Troisième couplet : « 草不谢荣于春风,木不怨落于秋天。谁挥鞭策驱四运?万物兴歇皆自然。 »
Cǎo bù xiè róng yú chūnfēng, mù bù yuàn luò yú qiūtiān. Shuí huī biāncè qū sì yùn? Wànwù xīng xiē jiē zìrán.
L'herbe ne remercie point le vent printanier de sa luxuriance, l'arbre n'en veut point à l'automne de sa chute. Qui brandit le fouet pour mener les quatre saisons? L'essor et le déclin de toute chose relèvent du naturel.
À travers le cycle végétal, le poète souligne que la floraison et le dépérissement suivent leur loi propre, sans intervention extérieure, révélant la vérité de la spontanéité naturelle.
Quatrième couplet : « 羲和!羲和!汝奚汩没于荒淫之波?鲁阳何德,驻景挥戈? »
Xīhé! Xīhé! Rǔ xī gǔ mò yú huāngyín zhī bō? Lǔ yáng hé dé, zhù jǐng huī gē?

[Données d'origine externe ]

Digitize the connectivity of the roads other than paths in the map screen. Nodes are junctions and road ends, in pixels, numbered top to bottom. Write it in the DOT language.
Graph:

Xihe! Xihe! Pourquoi te noies-tu dans les flots démesurés? Lu Yang, de quelle vertu fit-il arrêter le soleil en brandissant sa lance?

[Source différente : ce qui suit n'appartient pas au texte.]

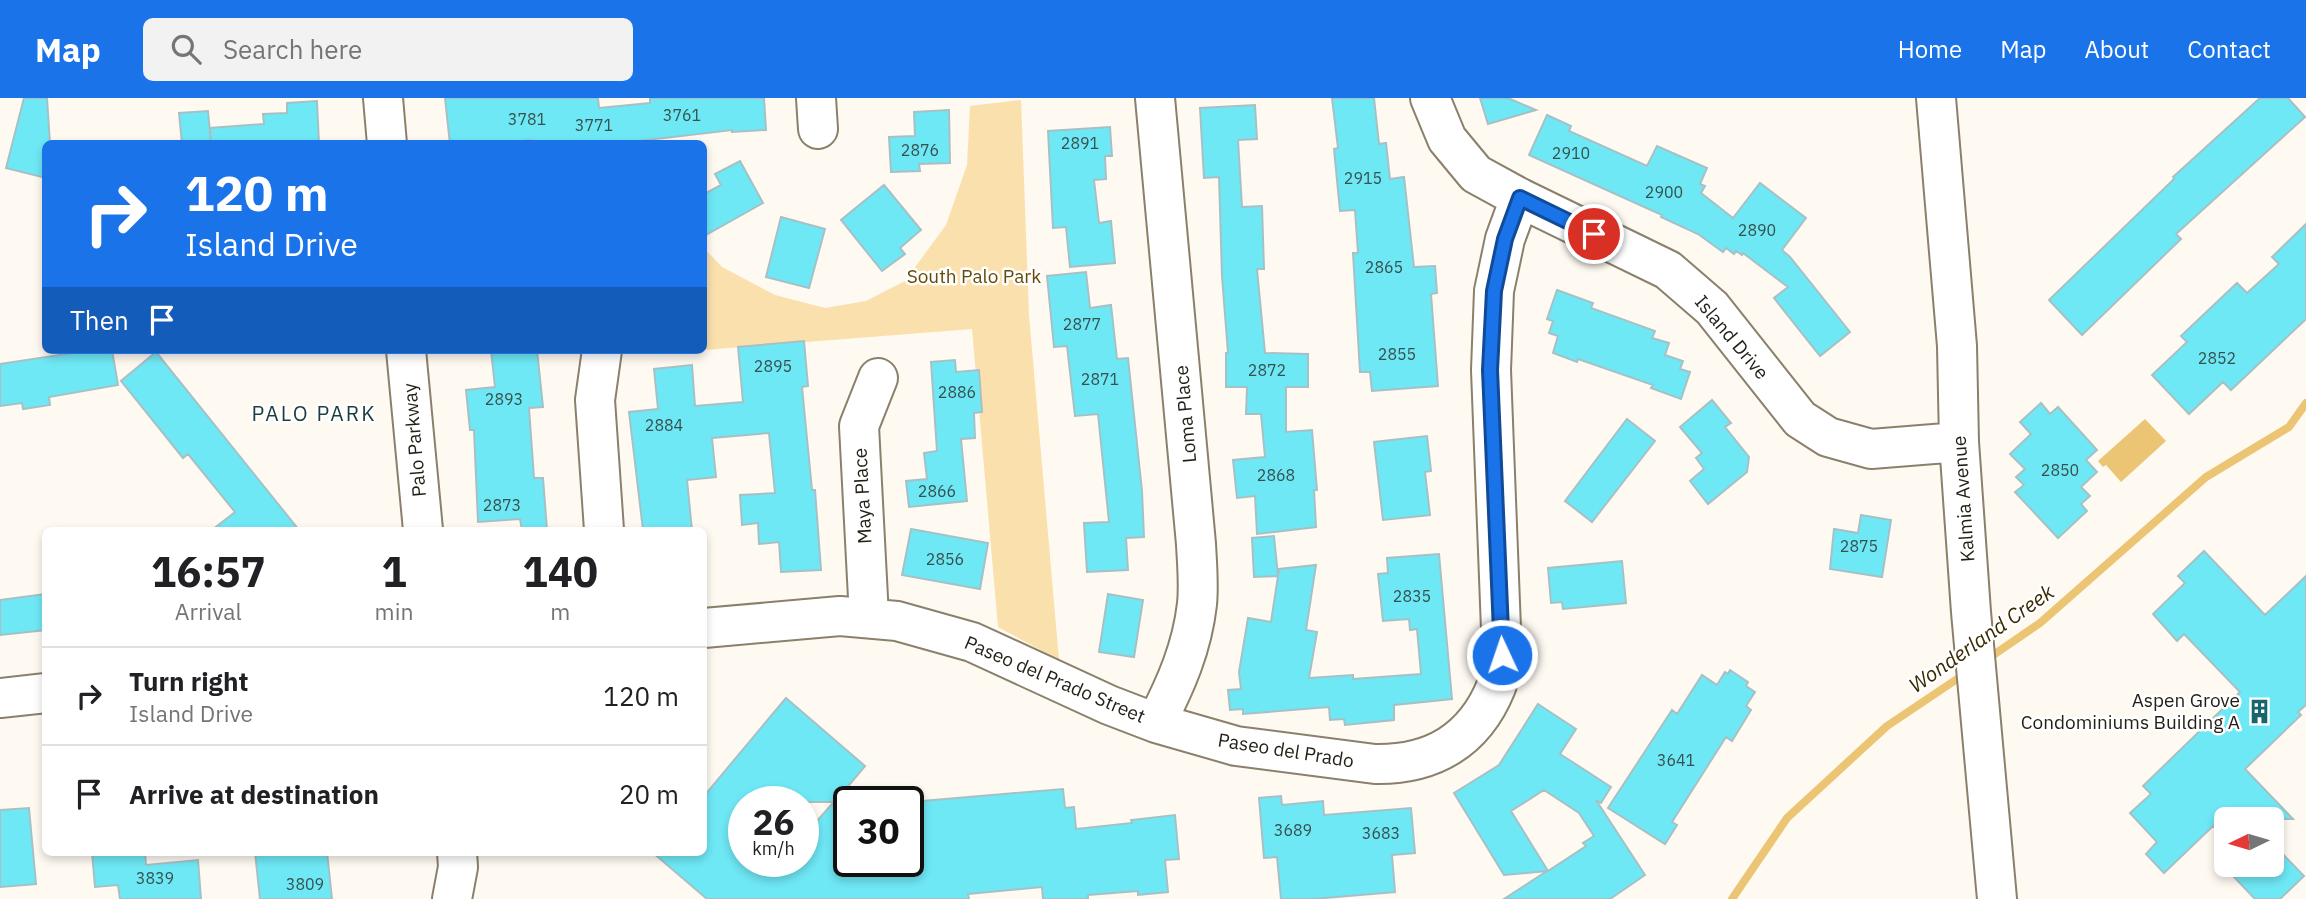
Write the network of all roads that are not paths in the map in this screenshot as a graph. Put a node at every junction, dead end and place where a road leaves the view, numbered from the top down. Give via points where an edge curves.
1 (383, 98) edge
2 (1155, 98) edge
3 (1430, 98) edge
4 (1936, 98) edge
5 (387, 140) edge
6 (1520, 198) junction
7 (406, 354) edge
8 (601, 354) edge
9 (878, 378) dead end
10 (1959, 442) junction
11 (423, 527) edge
12 (604, 527) edge
13 (869, 617) junction
14 (707, 628) edge
15 (42, 694) edge
16 (0, 698) edge
17 (1156, 723) junction
18 (1997, 899) edge

1 - 5 street
2 - 17 street, Loma Place via 1198,603 1182,670
3 - 6 street, Island Drive via 1441,128 1467,166
4 - 10 street, Kalmia Avenue via 1957,346
6 - 10 street, Island Drive via 1680,279 1712,308 1800,419 1828,437 1871,449
6 - 17 street, Paseo del Prado via 1494,291 1490,370 1502,655 1497,686 1478,720 1454,744 1426,758 1397,764 1236,746
7 - 11 street, Palo Parkway
8 - 12 street via 595,400
9 - 13 street, Maya Place via 859,426
10 - 18 street, Kalmia Avenue
13 - 14 street, Paseo del Prado Street
13 - 17 street, Paseo del Prado Street via 972,642
15 - 16 street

Sur un ton sarcastique, le poète interroge les divinités et héros mythologiques, affirmant que la nature suit sa propre course, indépendamment des pouvoirs surnaturels.
Cinquième couplet : « 逆道违天,矫诬实多。吾将囊括大块,浩然与溟涬同科! »
Nì dào wéi tiān, jiǎo wū shí duō. Wú jiāng nángkuò dà kuài, hàorán yǔ míng xìng tóng kē!
Contrevenir à la Voie et défier le Ciel engendre maintes impostures. J'embrasserai la grande matrice, devenant immense à l'unisson du chaos primordial!
Li Bai conclut en exprimant son idéal de transcendance par l'harmonie avec la nature, suggérant que la vraie liberté réside dans l'accord avec l'ordre cosmique.
Lecture globale
Plus qu'une simple réflexion sur les phénomènes naturels, ce poème véhicule un message philosophique profond. En questionnant les mythes antiques, Li Bai exprime sa compréhension des cycles infinis de la nature. Son langage poétique, empreint de passion et de force, défie non seulement les conceptions traditionnelles mais promeut l'idée d'une harmonie entre l'humanité et l'univers. Par des vers philosophiquement denses, l'œuvre allie profondeur et expressivité, invitant à la méditation.
Spécificités stylistiques
- Expression par le paysage, fusion du sentiment et de la scène : Des images comme "le soleil levant" et "l'herbe florissante" illustrent la philosophie des cycles naturels, créant une riche atmosphère poétique.
- Procédé contrasté renforçant la réflexion : L'opposition entre le mouvement solaire et la brièveté humaine, entre le cycle végétal et les lois naturelles, ajoute de la complexité au propos.
- Progression logique, structure serrée : Le poème évolue des phénomènes observés vers le questionnement mythique, puis débouche sur une philosophie de l'accord naturel, suivant une logique claire et profonde.
Éclairages
Ce poème offre une perspicacité profonde sur les lois naturelles, nous invitant à coexister harmonieusement avec la nature et à accepter le changement. Li Bai exprime une pensée rationnelle : toute transformation dans l'univers obéit à des lois internes, que l'humanité ne doit pas chercher à contrarier mais respecter. Cette philosophie naturelle nous amène à réfléchir sur notre mode d'existence, nous encourageant à accepter avec humilité la puissance cosmique et à y trouver notre signification.
À propos du poète
Li Bai (李白), 701 - 762 apr. Li Bai a porté la poésie chinoise classique, en particulier la poésie romantique, à son apogée et a influencé des générations de lettrés exceptionnels dans le passé et le présent grâce à ses remarquables réalisations.